» **DATA PROVIDED**:
※

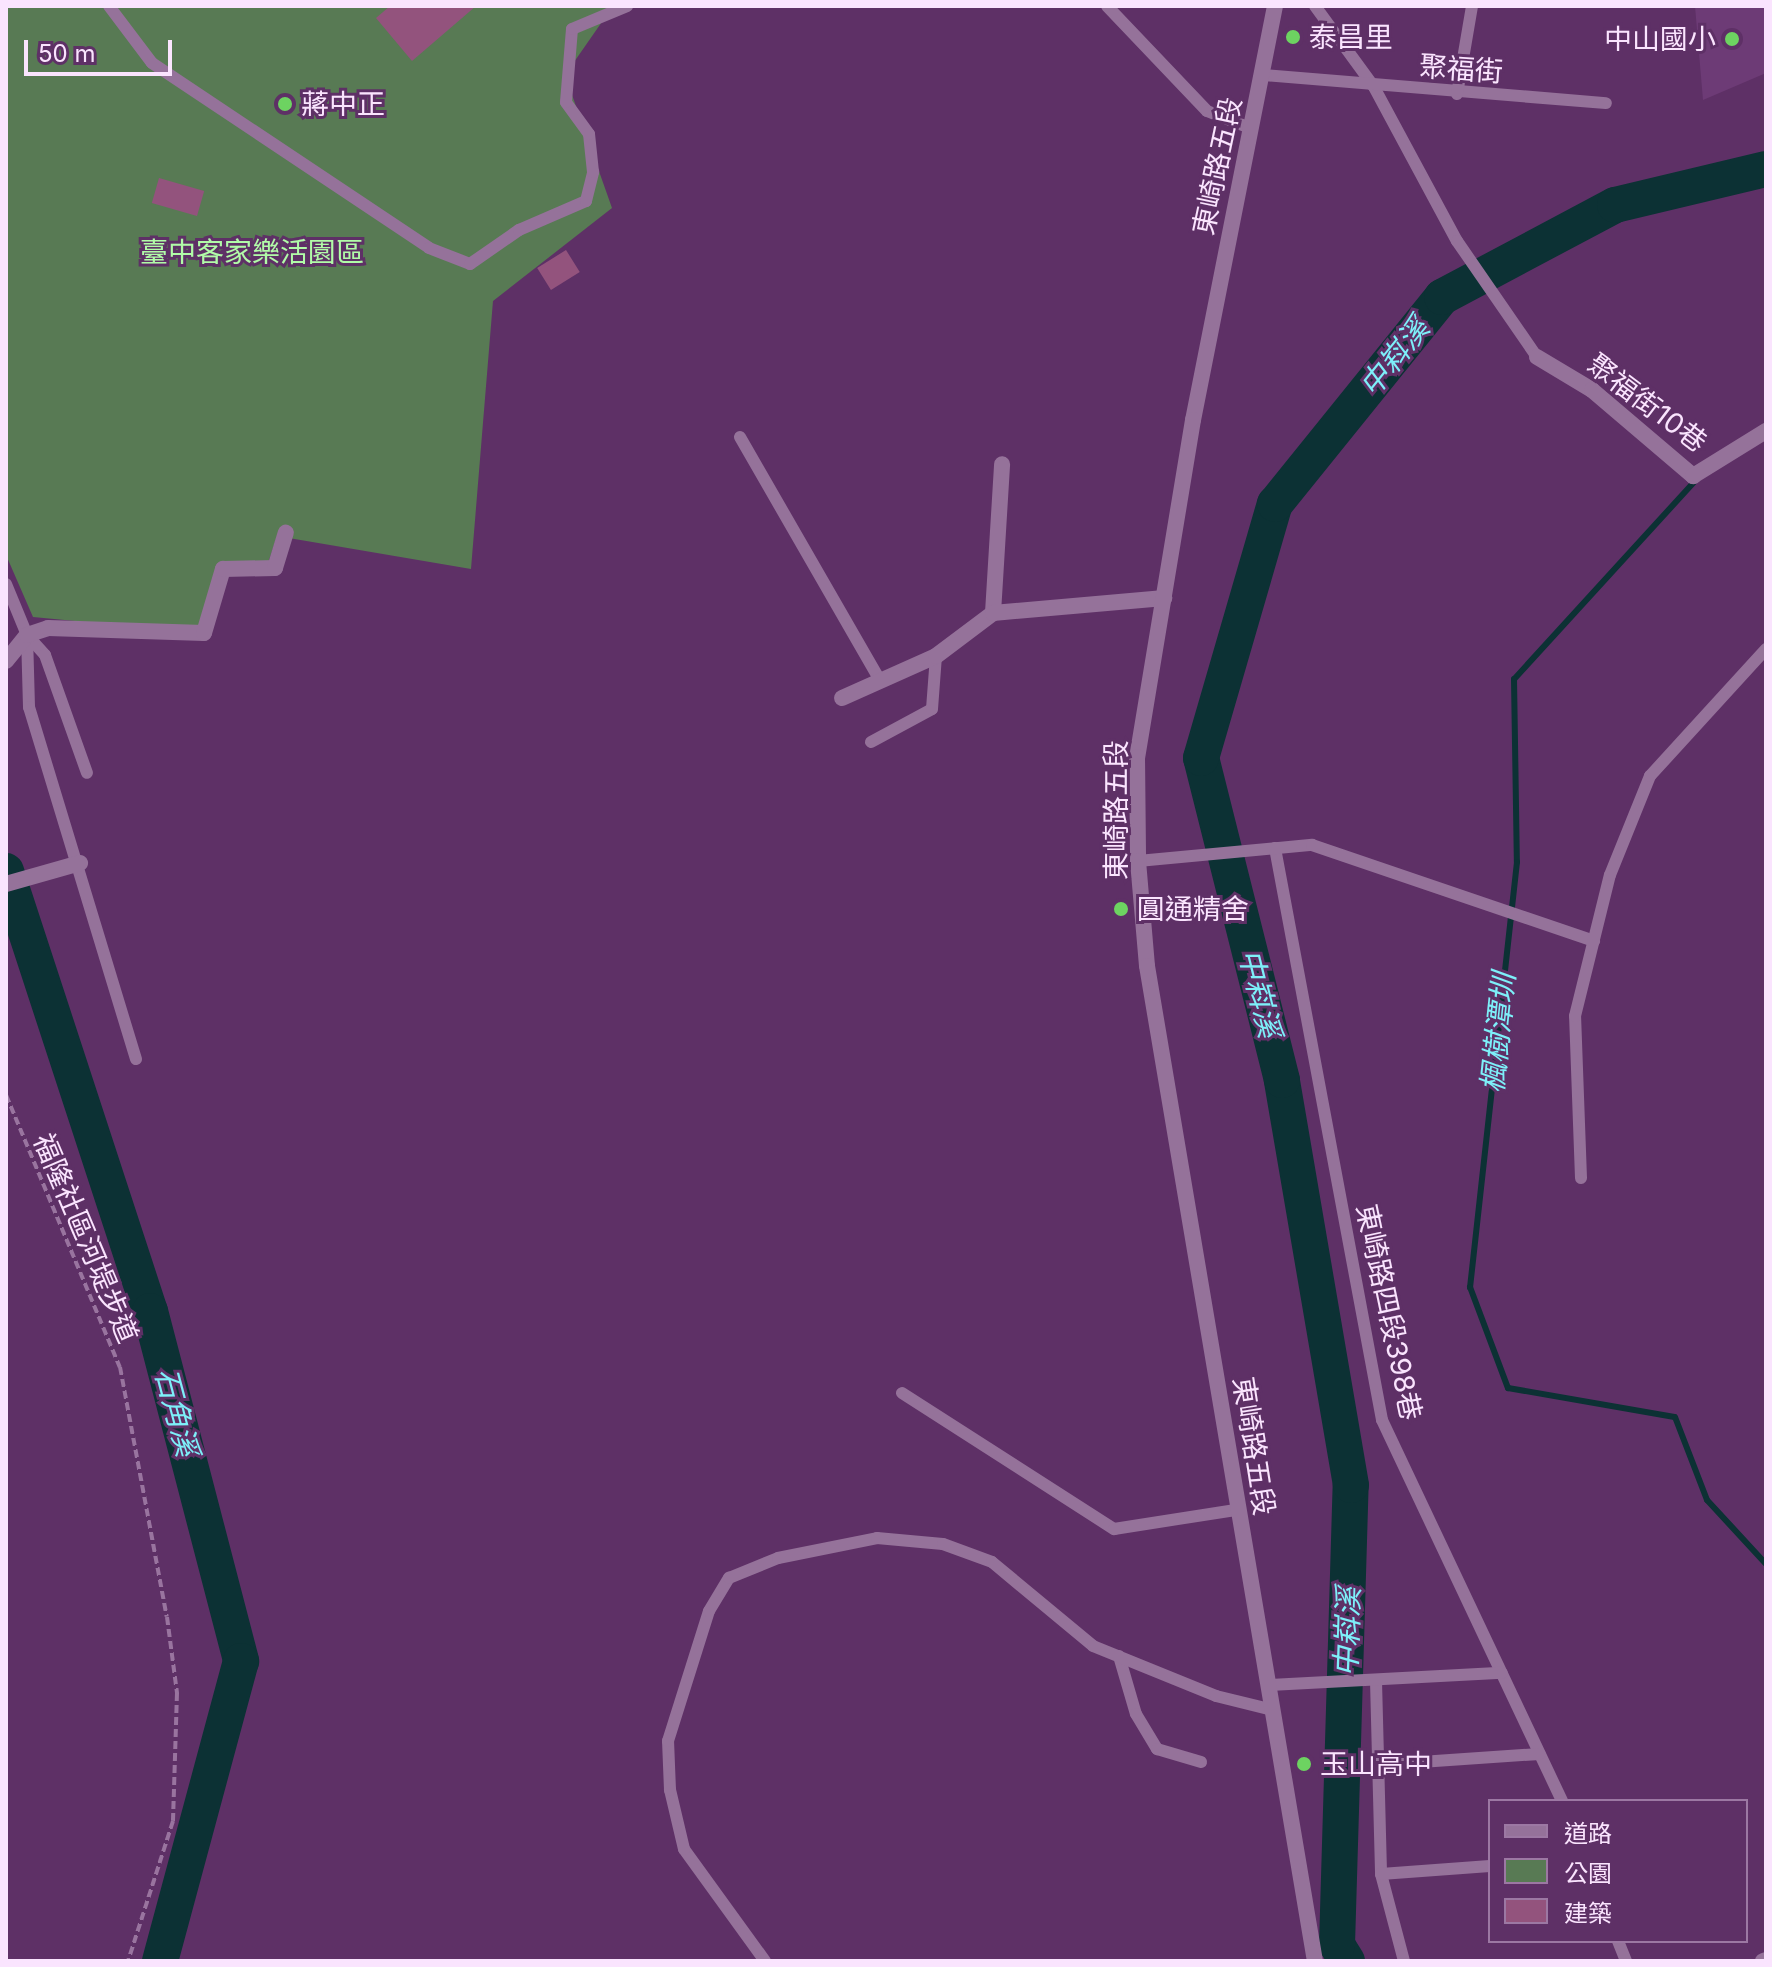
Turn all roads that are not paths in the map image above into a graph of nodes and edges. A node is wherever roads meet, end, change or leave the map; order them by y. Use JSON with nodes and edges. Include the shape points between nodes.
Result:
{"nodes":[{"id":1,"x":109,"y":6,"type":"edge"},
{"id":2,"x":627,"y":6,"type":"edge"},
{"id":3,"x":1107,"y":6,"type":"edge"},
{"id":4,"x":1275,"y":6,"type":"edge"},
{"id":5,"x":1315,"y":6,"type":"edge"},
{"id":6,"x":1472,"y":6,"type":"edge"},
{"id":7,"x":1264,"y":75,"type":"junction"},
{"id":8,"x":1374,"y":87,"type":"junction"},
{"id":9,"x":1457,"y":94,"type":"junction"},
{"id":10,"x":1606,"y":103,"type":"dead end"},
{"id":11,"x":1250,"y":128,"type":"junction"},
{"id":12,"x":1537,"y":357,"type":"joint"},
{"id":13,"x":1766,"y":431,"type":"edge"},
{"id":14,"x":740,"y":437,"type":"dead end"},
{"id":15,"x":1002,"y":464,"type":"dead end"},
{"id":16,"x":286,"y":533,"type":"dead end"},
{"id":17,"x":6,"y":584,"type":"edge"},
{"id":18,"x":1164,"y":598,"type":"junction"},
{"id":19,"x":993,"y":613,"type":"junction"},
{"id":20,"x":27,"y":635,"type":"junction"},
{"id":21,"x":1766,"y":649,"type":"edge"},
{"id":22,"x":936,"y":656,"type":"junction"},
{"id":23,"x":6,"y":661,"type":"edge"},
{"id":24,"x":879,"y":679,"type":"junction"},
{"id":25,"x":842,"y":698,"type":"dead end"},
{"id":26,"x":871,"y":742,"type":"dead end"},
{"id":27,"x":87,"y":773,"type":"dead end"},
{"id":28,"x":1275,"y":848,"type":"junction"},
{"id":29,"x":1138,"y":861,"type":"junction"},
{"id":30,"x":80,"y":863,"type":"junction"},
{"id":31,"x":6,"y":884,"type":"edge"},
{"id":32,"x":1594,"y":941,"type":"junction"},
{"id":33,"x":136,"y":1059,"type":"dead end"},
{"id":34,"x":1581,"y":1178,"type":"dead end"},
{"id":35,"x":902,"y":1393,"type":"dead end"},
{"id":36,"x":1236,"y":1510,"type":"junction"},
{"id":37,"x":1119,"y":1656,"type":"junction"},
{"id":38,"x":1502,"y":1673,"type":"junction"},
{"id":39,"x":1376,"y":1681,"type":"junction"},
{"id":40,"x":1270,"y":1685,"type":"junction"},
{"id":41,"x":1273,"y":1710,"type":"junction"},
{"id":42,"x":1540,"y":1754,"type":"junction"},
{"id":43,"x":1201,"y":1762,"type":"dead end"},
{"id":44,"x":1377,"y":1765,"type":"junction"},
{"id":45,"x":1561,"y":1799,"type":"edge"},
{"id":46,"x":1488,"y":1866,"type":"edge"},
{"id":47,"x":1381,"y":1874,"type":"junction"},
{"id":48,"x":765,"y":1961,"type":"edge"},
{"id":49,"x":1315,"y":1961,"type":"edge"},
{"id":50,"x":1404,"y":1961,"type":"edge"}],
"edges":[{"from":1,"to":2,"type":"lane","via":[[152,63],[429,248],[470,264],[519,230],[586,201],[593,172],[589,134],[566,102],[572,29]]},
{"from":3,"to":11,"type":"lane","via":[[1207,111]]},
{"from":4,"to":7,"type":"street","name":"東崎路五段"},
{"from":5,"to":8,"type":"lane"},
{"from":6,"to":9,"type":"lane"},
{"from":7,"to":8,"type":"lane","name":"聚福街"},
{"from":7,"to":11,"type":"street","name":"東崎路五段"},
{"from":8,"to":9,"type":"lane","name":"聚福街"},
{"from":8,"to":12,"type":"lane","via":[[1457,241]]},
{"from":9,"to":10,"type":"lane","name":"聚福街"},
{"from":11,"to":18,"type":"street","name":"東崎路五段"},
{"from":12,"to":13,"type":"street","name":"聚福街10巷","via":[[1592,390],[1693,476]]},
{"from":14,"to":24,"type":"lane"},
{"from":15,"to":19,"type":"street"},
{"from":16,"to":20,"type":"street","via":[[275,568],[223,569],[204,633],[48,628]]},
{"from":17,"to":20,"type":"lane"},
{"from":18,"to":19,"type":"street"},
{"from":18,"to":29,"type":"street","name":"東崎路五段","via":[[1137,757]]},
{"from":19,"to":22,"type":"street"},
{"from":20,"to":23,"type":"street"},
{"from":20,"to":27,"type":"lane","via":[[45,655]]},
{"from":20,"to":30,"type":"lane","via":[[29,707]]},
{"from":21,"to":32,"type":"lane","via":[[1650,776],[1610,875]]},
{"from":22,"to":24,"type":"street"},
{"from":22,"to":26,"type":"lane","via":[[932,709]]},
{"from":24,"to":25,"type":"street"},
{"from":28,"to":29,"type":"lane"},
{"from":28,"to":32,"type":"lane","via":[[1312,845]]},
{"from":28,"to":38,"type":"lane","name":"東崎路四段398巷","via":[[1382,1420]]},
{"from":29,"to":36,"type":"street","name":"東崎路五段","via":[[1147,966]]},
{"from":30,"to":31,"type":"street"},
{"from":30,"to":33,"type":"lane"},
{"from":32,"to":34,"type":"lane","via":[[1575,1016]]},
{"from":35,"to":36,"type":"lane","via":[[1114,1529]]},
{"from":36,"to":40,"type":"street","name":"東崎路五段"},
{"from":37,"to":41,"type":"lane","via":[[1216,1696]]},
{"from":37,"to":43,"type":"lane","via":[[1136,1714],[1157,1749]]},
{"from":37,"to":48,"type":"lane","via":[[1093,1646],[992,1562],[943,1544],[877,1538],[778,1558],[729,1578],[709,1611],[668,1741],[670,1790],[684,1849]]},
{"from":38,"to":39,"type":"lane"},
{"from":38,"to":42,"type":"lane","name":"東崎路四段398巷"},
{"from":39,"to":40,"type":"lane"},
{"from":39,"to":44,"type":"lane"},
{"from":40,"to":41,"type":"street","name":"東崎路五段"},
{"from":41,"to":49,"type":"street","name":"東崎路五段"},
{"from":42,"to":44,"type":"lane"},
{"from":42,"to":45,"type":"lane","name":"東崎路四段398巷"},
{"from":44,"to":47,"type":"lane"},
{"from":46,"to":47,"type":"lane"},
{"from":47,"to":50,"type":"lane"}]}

※

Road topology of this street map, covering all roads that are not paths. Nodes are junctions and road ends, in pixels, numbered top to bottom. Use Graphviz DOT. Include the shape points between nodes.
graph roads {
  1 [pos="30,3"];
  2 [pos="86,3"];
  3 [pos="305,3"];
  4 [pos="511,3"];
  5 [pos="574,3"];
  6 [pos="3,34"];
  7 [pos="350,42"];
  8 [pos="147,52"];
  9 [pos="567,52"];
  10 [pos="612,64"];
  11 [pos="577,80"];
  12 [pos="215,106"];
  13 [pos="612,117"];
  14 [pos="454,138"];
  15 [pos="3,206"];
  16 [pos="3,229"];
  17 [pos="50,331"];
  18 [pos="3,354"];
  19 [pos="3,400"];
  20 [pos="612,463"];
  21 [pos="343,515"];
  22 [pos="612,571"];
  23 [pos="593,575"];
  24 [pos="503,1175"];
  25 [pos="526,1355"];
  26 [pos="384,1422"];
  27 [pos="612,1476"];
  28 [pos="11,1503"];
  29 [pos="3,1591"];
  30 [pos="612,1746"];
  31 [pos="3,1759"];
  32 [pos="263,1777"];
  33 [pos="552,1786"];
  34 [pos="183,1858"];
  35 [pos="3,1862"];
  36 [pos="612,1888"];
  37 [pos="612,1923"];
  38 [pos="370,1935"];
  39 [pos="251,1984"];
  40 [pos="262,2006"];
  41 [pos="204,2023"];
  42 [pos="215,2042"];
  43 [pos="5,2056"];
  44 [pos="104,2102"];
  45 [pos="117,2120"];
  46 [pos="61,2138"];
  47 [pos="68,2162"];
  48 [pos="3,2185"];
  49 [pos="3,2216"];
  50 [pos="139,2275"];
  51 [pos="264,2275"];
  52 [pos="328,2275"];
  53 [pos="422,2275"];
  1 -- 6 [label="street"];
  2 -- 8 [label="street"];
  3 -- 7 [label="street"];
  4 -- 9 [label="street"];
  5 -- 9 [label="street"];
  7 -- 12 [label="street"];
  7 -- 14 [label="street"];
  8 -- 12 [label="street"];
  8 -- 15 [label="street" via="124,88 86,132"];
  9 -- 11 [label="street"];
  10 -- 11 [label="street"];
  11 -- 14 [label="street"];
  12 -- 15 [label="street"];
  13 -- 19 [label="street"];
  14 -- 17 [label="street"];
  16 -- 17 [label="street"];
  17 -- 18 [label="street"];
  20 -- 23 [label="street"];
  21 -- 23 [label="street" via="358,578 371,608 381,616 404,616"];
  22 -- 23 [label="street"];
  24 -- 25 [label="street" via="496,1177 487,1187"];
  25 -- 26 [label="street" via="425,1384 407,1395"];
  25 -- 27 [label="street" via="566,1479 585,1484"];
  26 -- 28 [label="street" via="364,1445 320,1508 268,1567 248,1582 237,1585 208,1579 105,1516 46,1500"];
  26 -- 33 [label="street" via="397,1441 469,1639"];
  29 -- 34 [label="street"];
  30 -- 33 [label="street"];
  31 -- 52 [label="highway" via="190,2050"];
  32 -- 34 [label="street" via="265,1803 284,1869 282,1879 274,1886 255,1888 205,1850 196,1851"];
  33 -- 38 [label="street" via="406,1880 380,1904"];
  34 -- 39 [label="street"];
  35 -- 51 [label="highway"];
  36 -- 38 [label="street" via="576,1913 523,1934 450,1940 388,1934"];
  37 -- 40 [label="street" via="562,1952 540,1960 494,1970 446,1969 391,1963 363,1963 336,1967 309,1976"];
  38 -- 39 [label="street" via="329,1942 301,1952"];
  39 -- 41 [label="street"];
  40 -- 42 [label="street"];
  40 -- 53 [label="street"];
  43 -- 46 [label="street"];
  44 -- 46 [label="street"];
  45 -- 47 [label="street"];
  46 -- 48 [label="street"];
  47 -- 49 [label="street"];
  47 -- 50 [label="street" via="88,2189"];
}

※

» **TRY IT**: Gather each line of the listing containing the word "highway" and show it.

» **EXERCISE RESPONSE**:
  31 -- 52 [label="highway" via="190,2050"];
  35 -- 51 [label="highway"];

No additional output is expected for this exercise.